I loved the training, because honestly there are few things better than running along the Charles River during the fall in Boston. On the day that I ran 10 miles I felt both triumphant and completely in pain, but it was cool to be running 10 miles at a 9:15 pace. I never thought that would happen.

On the night before the half marathon, I was paralyzingly nervous. I knew that the race was going to hurt. And so I made comfort food: Mac and cheese. I’ve been looking for a good mac and cheese recipe for a long time, and this is the best one I’ve found. It makes a creamy, thick cheese sauce and the roasted veggies are key.
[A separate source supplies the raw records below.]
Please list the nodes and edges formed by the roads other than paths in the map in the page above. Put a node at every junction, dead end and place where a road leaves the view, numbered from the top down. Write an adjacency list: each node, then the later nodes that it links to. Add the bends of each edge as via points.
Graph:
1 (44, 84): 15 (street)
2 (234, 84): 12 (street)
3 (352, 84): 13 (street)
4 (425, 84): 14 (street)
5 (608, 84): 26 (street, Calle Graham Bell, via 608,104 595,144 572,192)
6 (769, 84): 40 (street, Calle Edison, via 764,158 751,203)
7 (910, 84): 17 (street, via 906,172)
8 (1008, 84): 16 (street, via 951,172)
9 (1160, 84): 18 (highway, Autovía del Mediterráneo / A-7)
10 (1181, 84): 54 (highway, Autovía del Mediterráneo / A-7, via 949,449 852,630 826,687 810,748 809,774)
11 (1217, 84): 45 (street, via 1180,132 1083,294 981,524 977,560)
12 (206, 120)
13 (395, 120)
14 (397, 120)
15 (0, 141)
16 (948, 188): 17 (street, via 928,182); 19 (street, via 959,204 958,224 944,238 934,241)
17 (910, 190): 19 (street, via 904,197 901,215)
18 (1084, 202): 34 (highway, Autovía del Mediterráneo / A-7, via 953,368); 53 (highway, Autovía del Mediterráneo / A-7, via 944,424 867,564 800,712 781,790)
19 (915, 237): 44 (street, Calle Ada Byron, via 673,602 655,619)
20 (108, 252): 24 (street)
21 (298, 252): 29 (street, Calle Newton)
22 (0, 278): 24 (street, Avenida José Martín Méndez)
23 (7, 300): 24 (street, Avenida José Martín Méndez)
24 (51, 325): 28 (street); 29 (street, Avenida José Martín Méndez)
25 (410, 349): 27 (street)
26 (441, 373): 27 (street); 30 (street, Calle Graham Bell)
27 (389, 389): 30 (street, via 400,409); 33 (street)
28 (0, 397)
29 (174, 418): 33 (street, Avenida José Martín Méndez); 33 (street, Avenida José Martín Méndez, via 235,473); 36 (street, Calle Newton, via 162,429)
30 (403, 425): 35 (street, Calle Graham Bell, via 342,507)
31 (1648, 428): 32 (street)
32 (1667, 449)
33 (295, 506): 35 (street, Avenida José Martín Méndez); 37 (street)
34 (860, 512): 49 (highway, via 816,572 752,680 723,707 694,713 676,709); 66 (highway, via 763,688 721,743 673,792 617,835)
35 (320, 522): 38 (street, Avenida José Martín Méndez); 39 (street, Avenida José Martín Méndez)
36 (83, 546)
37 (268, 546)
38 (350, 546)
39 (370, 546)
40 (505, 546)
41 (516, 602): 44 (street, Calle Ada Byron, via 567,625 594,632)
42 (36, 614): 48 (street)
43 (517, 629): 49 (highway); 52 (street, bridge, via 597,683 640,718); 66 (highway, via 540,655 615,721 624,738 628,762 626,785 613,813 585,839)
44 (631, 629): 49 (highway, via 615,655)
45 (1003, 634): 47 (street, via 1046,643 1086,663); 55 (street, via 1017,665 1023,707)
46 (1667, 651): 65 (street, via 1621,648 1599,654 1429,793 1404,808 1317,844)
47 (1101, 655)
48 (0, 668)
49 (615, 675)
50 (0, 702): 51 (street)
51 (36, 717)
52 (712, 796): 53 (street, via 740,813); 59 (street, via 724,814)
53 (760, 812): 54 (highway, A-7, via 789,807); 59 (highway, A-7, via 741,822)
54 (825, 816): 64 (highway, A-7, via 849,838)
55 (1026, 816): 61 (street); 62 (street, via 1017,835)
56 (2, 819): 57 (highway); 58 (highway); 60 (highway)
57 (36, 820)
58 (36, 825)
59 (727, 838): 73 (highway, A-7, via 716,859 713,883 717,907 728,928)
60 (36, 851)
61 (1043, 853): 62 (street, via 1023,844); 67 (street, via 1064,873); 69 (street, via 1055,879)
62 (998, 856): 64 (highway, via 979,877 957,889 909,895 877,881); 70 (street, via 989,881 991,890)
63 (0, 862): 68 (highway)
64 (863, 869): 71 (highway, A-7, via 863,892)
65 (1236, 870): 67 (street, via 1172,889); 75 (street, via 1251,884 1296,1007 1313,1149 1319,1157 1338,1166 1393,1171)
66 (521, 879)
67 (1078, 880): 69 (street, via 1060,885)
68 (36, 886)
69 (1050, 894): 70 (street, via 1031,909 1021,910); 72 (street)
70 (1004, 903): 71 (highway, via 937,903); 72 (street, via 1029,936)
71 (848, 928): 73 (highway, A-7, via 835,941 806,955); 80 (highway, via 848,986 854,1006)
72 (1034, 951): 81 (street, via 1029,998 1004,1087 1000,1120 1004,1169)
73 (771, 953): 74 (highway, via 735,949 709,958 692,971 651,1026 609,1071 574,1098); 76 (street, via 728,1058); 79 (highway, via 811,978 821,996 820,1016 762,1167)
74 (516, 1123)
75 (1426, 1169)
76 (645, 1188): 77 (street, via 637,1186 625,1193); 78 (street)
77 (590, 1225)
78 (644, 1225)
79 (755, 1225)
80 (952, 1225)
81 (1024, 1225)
Check it out:

For a 9 x 9 pan of mac ‘n cheese, which is 3 or 4 servings, you’ll need:

1 red or yellow pepper, diced

1 onion, diced

3 small mushrooms, diced

1 cup broccoli, cut into small chunks

1.5 cups pasta

1/8 cup butter

1 garlic clove, minced

1.5 T flour

3/4 c milk

1 cup shredded cheddar cheese

1/4 t red pepper flaked

1/4 t cayenne pepper

salt and pepper to taste

1/4 c panko bread crumbs

2 T shredded parmesan cheese

Although the veggies above are the ones that I used and that I recommend, you can get away with using a lot of other things – carrots, squash, asparagus, zucchini, or whatever you have in your fridge. To start, preheat the oven to 400 degrees F and toss your veggies onto a baking sheet. Drizzle them with olive oil and season with salt and pepper, then bake for 20 minutes.

Meanwhile, cook your pasta in a pot of boiling water and drain. While the pasta cooks, work on your sauce. Heat the butter in a large skillet and add minced garlic. Be careful not to let the garlic burn, and cook it for about 30 seconds or until it starts to make your kitchen smell amazing. Then sprinkle flour onto the butter and whisk the flour consistently for a full minute. If you stop whisking, the flour may burn, so be careful. This is called a roux and it’s what will thicken your cheese sauce!
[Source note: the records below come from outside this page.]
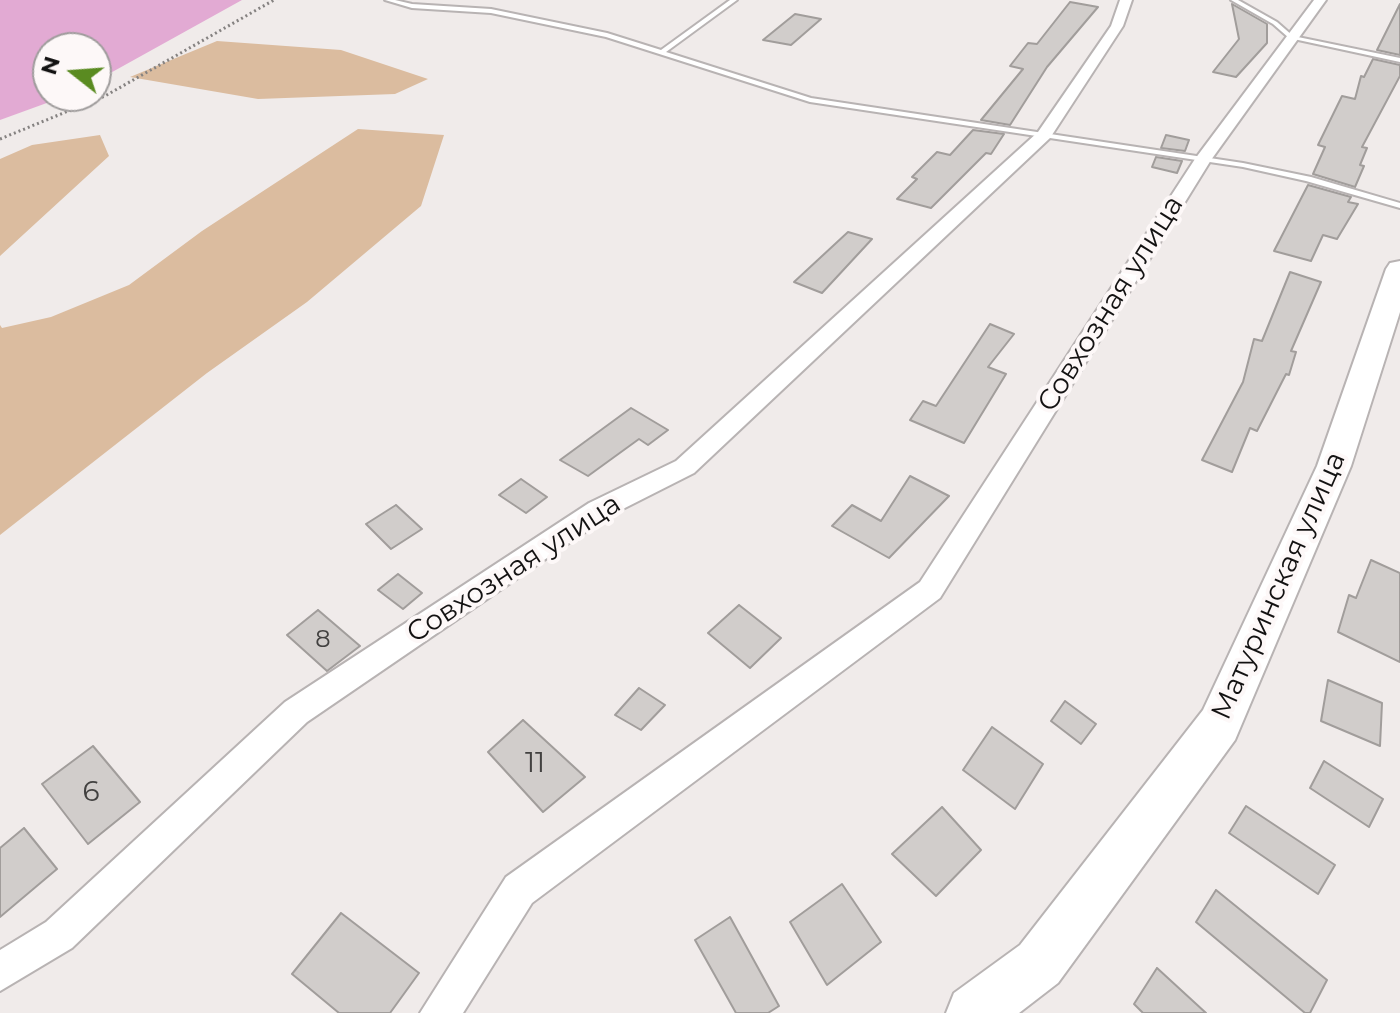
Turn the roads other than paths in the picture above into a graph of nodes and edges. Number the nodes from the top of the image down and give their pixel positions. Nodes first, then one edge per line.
1 (388, 0) edge
2 (734, 0) edge
3 (1126, 0) edge
4 (1234, 0) edge
5 (1320, 0) edge
6 (1291, 37) junction
7 (663, 51) junction
8 (1400, 60) edge
9 (1044, 135) junction
10 (1203, 159) junction
11 (1400, 206) edge
12 (1400, 269) edge
13 (0, 972) edge
14 (440, 1013) edge
15 (974, 1013) edge

1 - 7 lane
2 - 7 lane
3 - 9 street, Совхозная улица
4 - 6 lane
5 - 6 street, Совхозная улица
6 - 8 lane
6 - 10 street, Совхозная улица
7 - 9 lane
9 - 10 lane
9 - 13 street, Совхозная улица
10 - 11 lane
10 - 14 street, Совхозная улица
12 - 15 street, Матуринская улица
After you’ve cooked the flour and butter for a minute and it starts to turn brown (light brown, not burnt!), add milk in a slow stream to the pan. Keep whisking until the mixture thickens, about 2-3 minutes. Once you can tell that the mixture is thick (it will look fluffy), take the pan off of the heat and add in the cheese. Once that’s incorporated, add the red pepper flakes, cayenne pepper, salt, pepper, and veggies. Then mix in the pasta.

When the whole dish is combined, put it into a casserole pan and turn up the oven to 500 degrees. Sprinkle the macaroni with panko breadcrumbs and parmesan cheese, then put it under the broiler for 3-5 minutes, or until the top becomes golden brown.

That’s it, easy-peasy! I have to admit: I hated running the half marathon. At no point during the race did I think, “Wow, this is so fun!”. But I did feel pretty accomplished afterwards, and despite the fact that I couldn’t move very effectively, I woke up from a 2 hour post-race nap and had another bowl of this delicious pasta. It’s going on my new rotation of recipes.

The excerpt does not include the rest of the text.